===== Dataset records

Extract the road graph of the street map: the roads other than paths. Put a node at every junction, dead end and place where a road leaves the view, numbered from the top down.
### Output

==========
===== Dataset records

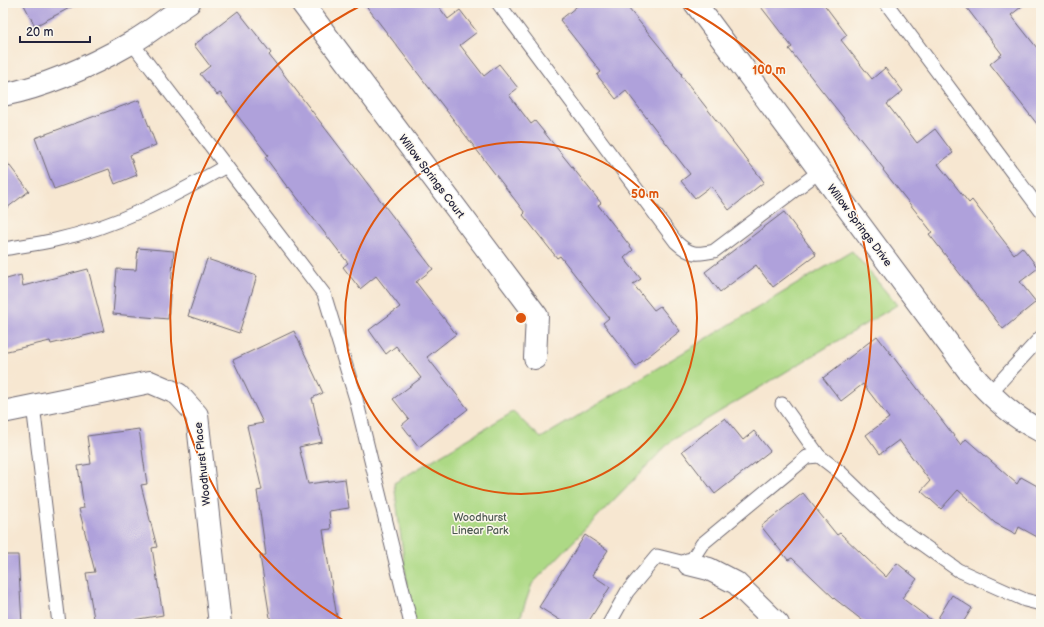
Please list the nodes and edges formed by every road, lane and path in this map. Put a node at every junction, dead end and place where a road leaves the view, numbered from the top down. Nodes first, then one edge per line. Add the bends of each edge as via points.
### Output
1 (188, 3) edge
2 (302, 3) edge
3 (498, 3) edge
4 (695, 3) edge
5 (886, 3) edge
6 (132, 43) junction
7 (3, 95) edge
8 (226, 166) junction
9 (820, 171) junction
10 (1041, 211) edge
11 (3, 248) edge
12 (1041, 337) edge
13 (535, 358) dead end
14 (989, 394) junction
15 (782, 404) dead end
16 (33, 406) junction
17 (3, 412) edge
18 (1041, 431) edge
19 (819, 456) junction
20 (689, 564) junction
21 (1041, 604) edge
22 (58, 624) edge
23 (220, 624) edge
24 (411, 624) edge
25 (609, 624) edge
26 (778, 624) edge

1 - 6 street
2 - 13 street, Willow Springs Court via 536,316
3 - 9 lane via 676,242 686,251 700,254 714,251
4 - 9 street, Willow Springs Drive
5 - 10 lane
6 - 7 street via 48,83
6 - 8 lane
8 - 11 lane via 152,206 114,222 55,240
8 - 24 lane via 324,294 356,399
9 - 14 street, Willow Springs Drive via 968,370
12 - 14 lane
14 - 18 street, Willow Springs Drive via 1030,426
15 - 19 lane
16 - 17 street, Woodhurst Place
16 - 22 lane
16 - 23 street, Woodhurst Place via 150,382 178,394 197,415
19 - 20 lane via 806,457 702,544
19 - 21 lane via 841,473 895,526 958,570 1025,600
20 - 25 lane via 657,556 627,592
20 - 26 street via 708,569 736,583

==========
===== Dataset records

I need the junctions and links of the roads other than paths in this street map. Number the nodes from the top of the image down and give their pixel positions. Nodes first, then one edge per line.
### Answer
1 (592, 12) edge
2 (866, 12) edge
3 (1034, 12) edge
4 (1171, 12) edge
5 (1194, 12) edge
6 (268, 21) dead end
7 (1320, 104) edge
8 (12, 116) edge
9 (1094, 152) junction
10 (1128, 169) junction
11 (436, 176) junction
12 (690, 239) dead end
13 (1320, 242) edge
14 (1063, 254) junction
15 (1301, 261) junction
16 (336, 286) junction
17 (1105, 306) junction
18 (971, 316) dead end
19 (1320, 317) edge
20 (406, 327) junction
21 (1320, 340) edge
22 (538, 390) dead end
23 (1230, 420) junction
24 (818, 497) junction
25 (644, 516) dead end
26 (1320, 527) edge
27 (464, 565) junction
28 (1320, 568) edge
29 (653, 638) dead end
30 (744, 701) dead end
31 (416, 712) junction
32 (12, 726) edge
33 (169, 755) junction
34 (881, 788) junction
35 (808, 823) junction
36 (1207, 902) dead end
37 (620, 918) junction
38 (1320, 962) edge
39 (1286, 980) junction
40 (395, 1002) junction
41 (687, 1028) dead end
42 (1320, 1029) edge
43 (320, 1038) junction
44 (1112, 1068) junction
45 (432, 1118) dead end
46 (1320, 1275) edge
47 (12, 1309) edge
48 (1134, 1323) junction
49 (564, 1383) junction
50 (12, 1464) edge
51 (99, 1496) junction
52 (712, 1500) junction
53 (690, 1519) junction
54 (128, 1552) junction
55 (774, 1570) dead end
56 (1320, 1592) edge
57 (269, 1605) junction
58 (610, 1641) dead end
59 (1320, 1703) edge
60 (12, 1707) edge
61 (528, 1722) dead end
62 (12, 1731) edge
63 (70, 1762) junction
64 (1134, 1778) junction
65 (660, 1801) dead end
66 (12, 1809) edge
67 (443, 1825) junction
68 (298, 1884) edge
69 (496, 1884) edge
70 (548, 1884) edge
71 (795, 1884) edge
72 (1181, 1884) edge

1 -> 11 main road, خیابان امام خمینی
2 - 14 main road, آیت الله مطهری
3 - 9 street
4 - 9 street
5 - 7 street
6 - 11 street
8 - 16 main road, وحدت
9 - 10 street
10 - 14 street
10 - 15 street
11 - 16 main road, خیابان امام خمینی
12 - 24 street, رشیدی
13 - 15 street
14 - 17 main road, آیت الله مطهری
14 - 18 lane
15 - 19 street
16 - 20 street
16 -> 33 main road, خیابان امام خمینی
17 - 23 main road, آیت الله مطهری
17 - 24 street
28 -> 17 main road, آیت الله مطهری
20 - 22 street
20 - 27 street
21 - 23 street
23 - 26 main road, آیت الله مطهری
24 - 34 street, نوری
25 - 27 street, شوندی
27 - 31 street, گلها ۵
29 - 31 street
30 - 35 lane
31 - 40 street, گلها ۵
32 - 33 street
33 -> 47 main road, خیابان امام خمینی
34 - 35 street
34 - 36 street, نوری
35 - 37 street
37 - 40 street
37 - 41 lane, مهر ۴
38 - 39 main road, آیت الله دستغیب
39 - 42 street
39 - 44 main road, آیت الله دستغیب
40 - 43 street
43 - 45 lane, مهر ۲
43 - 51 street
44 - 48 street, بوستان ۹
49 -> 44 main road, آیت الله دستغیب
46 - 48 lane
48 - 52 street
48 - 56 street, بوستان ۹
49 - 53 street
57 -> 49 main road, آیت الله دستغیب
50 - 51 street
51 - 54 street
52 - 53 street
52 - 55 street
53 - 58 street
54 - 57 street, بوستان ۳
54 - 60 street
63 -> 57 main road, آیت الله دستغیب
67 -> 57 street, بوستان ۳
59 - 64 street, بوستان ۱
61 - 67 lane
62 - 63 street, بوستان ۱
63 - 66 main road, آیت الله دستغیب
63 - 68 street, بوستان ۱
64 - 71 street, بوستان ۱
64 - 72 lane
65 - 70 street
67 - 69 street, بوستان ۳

==========

Exercise instructions:
Count how many lines in the entries contain "from", then state that number alone.

Task output:
3